Fentanyl is one click away for millions of US users, including teens.
The US anti-drug agency (DEA) released a report in which it denounced that traffickers are using social networks to promote, sell and distribute this drug as if they were pills of drugs known because they are very accessible applications , where they can operate from anonymity and without anyone controlling them.
Mexico is the main supplier of this drug, the most lethal and lucrative on the market today, which has killed about 100,000 Americans in one year, according to recent data from health authorities in that country.
Anne Milgram, head of the DEA, denounced that Mexican criminal networks are using the perfect tool for drug trafficking: social media applications that are available on every smartphone.
The advantages are many: the applications are easy to use, the traffickers can hide their identity and lie about the products they offer by posing as medicines, “and more importantly, the platforms allow the sale of these fake pills to be done every day without control, Milgram explained Thursday.

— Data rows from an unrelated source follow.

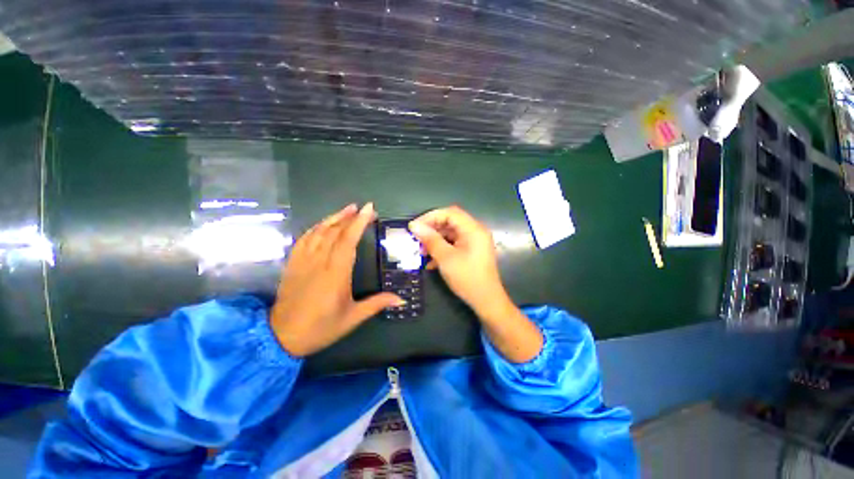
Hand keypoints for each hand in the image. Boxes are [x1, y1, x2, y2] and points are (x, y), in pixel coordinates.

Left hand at [271, 203, 403, 356]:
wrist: (282, 336)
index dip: (359, 222)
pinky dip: (316, 228)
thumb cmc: (321, 327)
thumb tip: (401, 299)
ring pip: (319, 232)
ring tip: (347, 209)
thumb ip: (377, 304)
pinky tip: (323, 224)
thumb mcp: (352, 318)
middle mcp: (319, 262)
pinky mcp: (293, 263)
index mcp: (336, 273)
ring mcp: (303, 261)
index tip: (369, 209)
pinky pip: (304, 239)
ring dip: (334, 218)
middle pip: (334, 232)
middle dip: (350, 217)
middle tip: (363, 208)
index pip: (348, 240)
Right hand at [409, 205, 542, 362]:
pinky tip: (431, 261)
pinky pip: (454, 243)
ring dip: (435, 240)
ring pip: (450, 233)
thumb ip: (430, 240)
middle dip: (432, 229)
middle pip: (450, 222)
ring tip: (421, 251)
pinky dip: (442, 248)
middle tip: (416, 239)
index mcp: (473, 229)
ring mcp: (474, 241)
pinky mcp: (471, 251)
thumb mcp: (446, 258)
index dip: (430, 217)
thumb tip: (414, 226)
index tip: (415, 227)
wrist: (486, 301)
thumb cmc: (467, 278)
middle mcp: (475, 231)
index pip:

According to a recent DEA analysis, more than 680 kilos (1,500 pounds) and more than 8 million pills that mimicked real medicines but were actually fentanyl were seized in operations with other security forces. Just one of those pills can lead to death.
Those operations were directly related to 85 overdoses, 39 of which ended in death. In 76 of those cases the traffickers used social networks such as Snapchat, Facebook, Facebook Messenger, Instagram, TikTok and YouTube, and in 32 cases direct links were found with the main Mexican cartels that produce and traffic fentanyl, Milgram said.
The two main criminal organizations that control the drug business in Mexico are the Sinaloa Cartel and the Jalisco Nueva Generación Cartel.
The company that created Snapchat, a form of messaging that deletes messages shortly after they are sent, said in a statement in October that it wanted to eliminate the sale of illegal drugs on its platform and that it had invested in proactive detection and collaboration with companies. law enforcement. “Facebook has also pledged in the past to increase its controls.
Overdose deaths in the United States linked to fentanyl have been on the rise for more than two decades. Last year they rose nearly 30% in what President Joe Biden called a tragic milestone.
In Mexico, control over the areas where fentanyl is produced and over the transportation routes is generating extremely high levels of violence in places like Michoacán, on the Pacific coast and the main route of entry for chemical precursors from China, or Zacatecas, the epicenter of communications between the producing areas of the Mexican west coast and the border with the United States.